Si la sociedad normaliza esas patologías, si aplaude la soberbia, si calla frente al abuso, el virus del poder ya no está solo en el líder: se ha contagiado en todos...
Hay líderes que nacen con carisma, otros que lo ensayan frente al espejo con unos asesores detrás, y unos más que lo compran con dinero público. Pero lo que todos tienen en común, tarde o temprano, es el riesgo de enfermarse. No del cuerpo, sino del alma. No por contagio externo, sino por un virus que habita en los pasillos del poder: las patologías del liderazgo.
Porque liderar, aunque muchos lo crean un don, es también una carga. El liderazgo no se mide solo por los aplausos, sino por la forma en que el ego sobrevive —o se pudre— bajo el peso del privilegio. Y no todos lo resisten.
La transformación del líder: de servidor a déspota
El poder comienza como responsabilidad y termina, muchas veces, como obsesión. Al principio, el líder escucha, consulta, duda. Pero con el tiempo —y el eco interminable de los síes— se convence de que es especial. Que está por encima. Que el cargo no le fue dado por un sistema, sino por la historia. Y entonces cambia.
Ya no lidera: manda.
Ya no representa: encarna.
Ya no sirve: exige.
Es ahí cuando aparecen las primeras señales clínicas.
Síndrome del Mesías
Esta es la primera de las patologías del liderazgo. El individuo empieza a creer que tiene una misión redentora. Habla de “limpiar”, “transformar”, “salvar”, “liberar”. Pero no desde la humildad, sino desde el pedestal. El Mesías político o empresarial ve enemigos por todas partes y, como todo iluminado, está dispuesto a sacrificar la realidad por su visión.
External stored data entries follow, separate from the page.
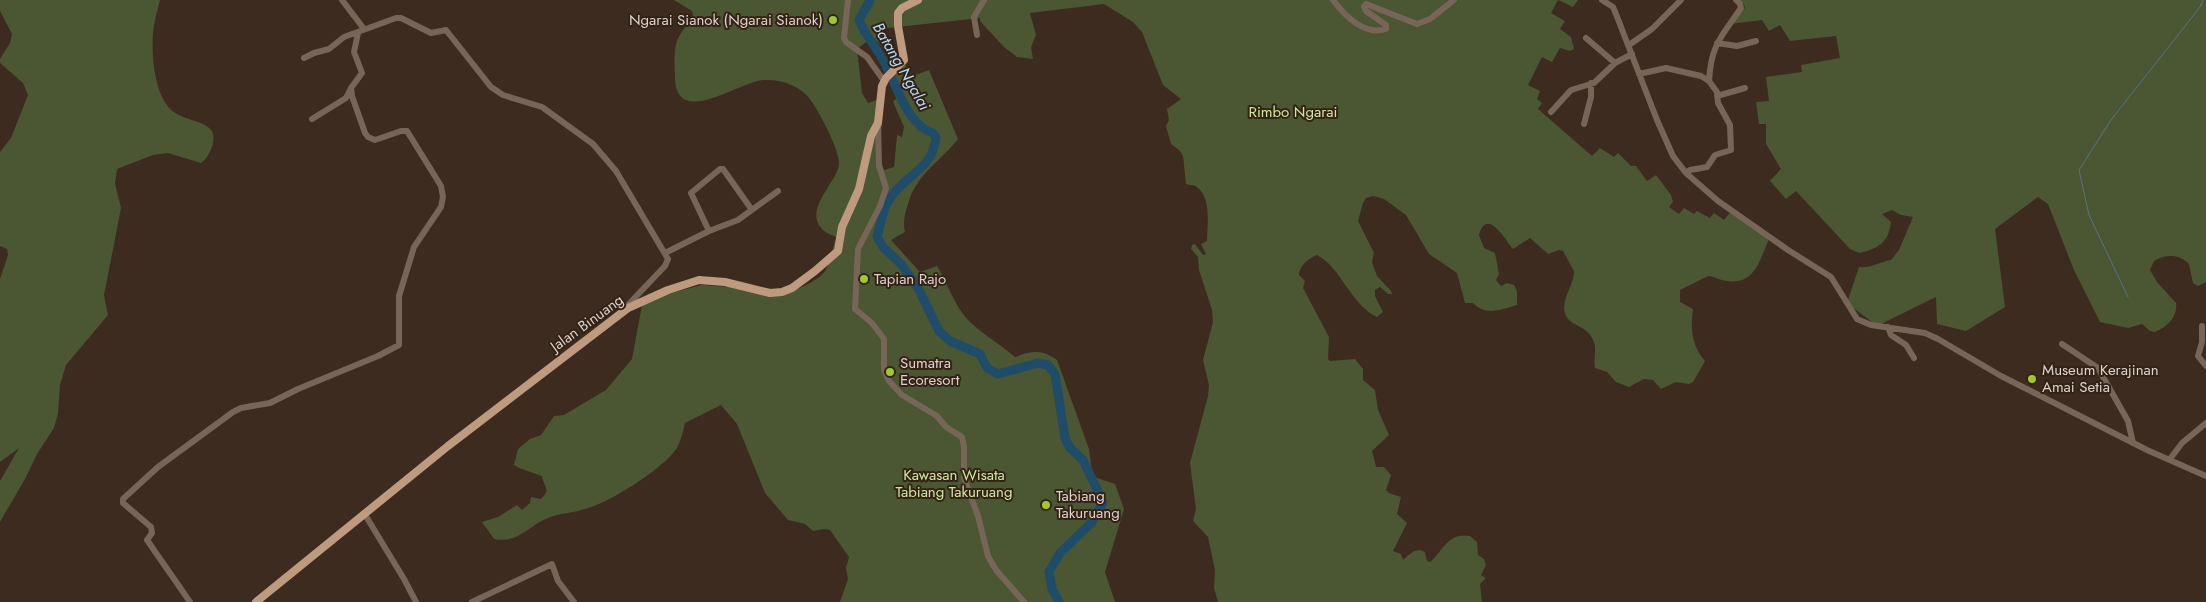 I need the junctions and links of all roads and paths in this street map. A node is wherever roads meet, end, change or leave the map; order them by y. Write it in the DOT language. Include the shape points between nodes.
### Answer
graph roads {
  1 [pos="342,0"];
  2 [pos="848,0"];
  3 [pos="918,0"];
  4 [pos="984,0"];
  5 [pos="1333,0"];
  6 [pos="1454,0"];
  7 [pos="1602,0"];
  8 [pos="1681,0"];
  9 [pos="1736,0"];
  10 [pos="1613,3"];
  11 [pos="361,31"];
  12 [pos="977,35"];
  13 [pos="1586,38"];
  14 [pos="1756,41"];
  15 [pos="1717,43"];
  16 [pos="1629,45"];
  17 [pos="1632,54"];
  18 [pos="304,58"];
  19 [pos="1615,63"];
  20 [pos="1639,74"];
  21 [pos="885,80"];
  22 [pos="1709,81"];
  23 [pos="1591,83"];
  24 [pos="351,88"];
  25 [pos="1745,88"];
  26 [pos="1717,96"];
  27 [pos="1551,112"];
  28 [pos="312,119"];
  29 [pos="878,123"];
  30 [pos="1584,124"];
  31 [pos="1686,173"];
  32 [pos="778,191"];
  33 [pos="752,210"];
  34 [pos="709,231"];
  35 [pos="665,253"];
  36 [pos="618,315"];
  37 [pos="2202,326"];
  38 [pos="1888,327"];
  39 [pos="2062,344"];
  40 [pos="1914,358"];
  41 [pos="2206,366"];
  42 [pos="2206,423"];
  43 [pos="2133,443"];
  44 [pos="2170,459"];
  45 [pos="2206,476"];
  46 [pos="364,513"];
  47 [pos="190,602"];
  48 [pos="256,602"];
  49 [pos="416,602"];
  50 [pos="472,602"];
  51 [pos="574,602"];
  52 [pos="1024,602"];
  1 -- 11 [label="street"];
  2 -- 21 [label="street" via="844,38 867,57"];
  3 -- 21 [label="main road" via="902,8 897,16 904,60"];
  4 -- 12 [label="street" via="974,17"];
  5 -- 6 [label="street" via="1357,25 1381,30 1386,29 1386,25 1366,11 1366,4 1417,24 1430,19"];
  7 -- 10 [label="street"];
  8 -- 16 [label="street" via="1652,29"];
  9 -- 15 [label="street" via="1741,8"];
  10 -- 16 [label="street"];
  11 -- 18 [label="street" via="344,37 329,49"];
  11 -- 24 [label="street" via="354,52 362,74"];
  11 -- 35 [label="street" via="396,18 431,33 446,30 491,87 503,95 542,107 593,144 616,171"];
  13 -- 19 [label="street"];
  14 -- 15 [label="street" via="1737,46"];
  15 -- 22 [label="street" via="1710,60"];
  16 -- 17 [label="street"];
  17 -- 19 [label="street"];
  17 -- 20 [label="street"];
  19 -- 23 [label="street"];
  20 -- 22 [label="street" via="1666,68"];
  20 -- 31 [label="street" via="1673,156"];
  21 -- 29 [label="main road, Jalan Binuang" via="880,94"];
  22 -- 26 [label="street"];
  23 -- 27 [label="street" via="1571,90"];
  23 -- 30 [label="street"];
  24 -- 28 [label="street" via="346,98"];
  24 -- 47 [label="street" via="368,137 379,140 407,131 437,179 443,197 441,207 414,247 399,296 399,345 270,403 232,412 158,467 124,497 123,503 151,527 152,533 147,540"];
  25 -- 26 [label="street"];
  26 -- 31 [label="street" via="1730,125 1731,150 1715,155 1707,167"];
  29 -- 36 [label="main road, Jalan Binuang" via="871,136 859,189 842,227 838,251 792,288 770,293 725,282 699,280 668,290"];
  29 -- 52 [label="street" via="878,166 886,188 858,249 855,309 884,339 884,370 892,385 962,437 964,478 988,556"];
  31 -- 38 [label="street" via="1718,201 1831,277 1857,319"];
  32 -- 33 [label="street"];
  33 -- 34 [label="street" via="738,220"];
  33 -- 34 [label="street" via="728,175 720,169 691,194"];
  34 -- 35 [label="street"];
  35 -- 36 [label="street" via="668,258 665,266"];
  36 -- 46 [label="main road, Jalan Binuang"];
  37 -- 41 [label="street" via="2198,356"];
  38 -- 40 [label="street" via="1891,335 1906,345"];
  38 -- 43 [label="street" via="1938,339 2001,376"];
  39 -- 43 [label="street" via="2098,368 2128,422"];
  42 -- 44 [label="street" via="2182,443"];
  43 -- 44 [label="street"];
  44 -- 45 [label="street"];
  46 -- 48 [label="main road, Jalan Binuang"];
  46 -- 49 [label="street"];
  50 -- 51 [label="street" via="552,564 560,584"];
}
Este líder no busca resultados, sino fe. No quiere ser evaluado, sino venerado. El disenso se convierte en traición y la crítica en herejía.
Paranoia estratégica
En este estado, el líder sospecha de todos, menos de sí mismo. Rodeado de leales —o de aquellos que fingen serlo para sobrevivir— comienza a pensar que nadie está a su altura. Desconfía de sus colaboradores, pero también del sistema, de los expertos, de la prensa y, en última instancia, del pueblo que alguna vez lo eligió.
Esta paranoia lo lleva a aislarse, a crear realidades alternativas, a justificar errores con teorías de conspiración. Termina atrincherado en su narrativa, mientras afuera la casa arde.
Narcisismo instrumental
Aquí el liderazgo ya no es servicio, sino espejo. El líder no busca el bien común, sino su propio reflejo amplificado. Habla de logros, pero todos llevan su firma. Usa a las personas como piezas intercambiables: sirven mientras lo hagan brillar.
Las decisiones se toman con base en el impacto que tendrán en su imagen, no en su eficacia. Y lo más peligroso: se rodea de aduladores, no de expertos. Porque al narcisista no le interesa tener razón, sino parecer infalible.
Ceguera moral
Finalmente, el líder enfermo pierde el sentido de lo correcto. No distingue entre lo legal y lo ético, entre el poder y el abuso. Se convence de que sus fines justifican cualquier medio, y de que su “grandeza” lo exime de rendir cuentas.
En este estado, puede justificar el espionaje, la represión, el despilfarro o el nepotismo. Porque él no es como los demás: es el elegido, el imprescindible, el único.
Y así, sin sangre visible, sin heridas abiertas, las instituciones empiezan a descomponerse desde la cabeza.
¿Cómo se cura un liderazgo enfermo?
No con discursos ni con aplausos, sino con límites. Con rendición de cuentas. Con alternancia. Con ciudadanos que no se arrodillen frente al carisma, sino que exijan resultados. Porque si algo nos ha enseñado la historia es que los líderes no se autorregulan. Cuando se enferman, hay que recordarles —o en algunos casos, obligarlos a recordar— que no son eternos, ni perfectos, ni inmunes.
El problema no es el poder. El problema es lo que el poder revela. Y si no construimos liderazgos sanos, el precio lo paga siempre el más débil: el que no tiene voz, el que no sale en las fotos, el que no entra en las reuniones.
El que obedece, mientras el líder se desmorona en su propio delirio.
Y lo más grave: si la sociedad normaliza esas patologías, si aplaude la soberbia, si calla frente al abuso, el virus del poder ya no está solo en el líder: se ha contagiado en todos.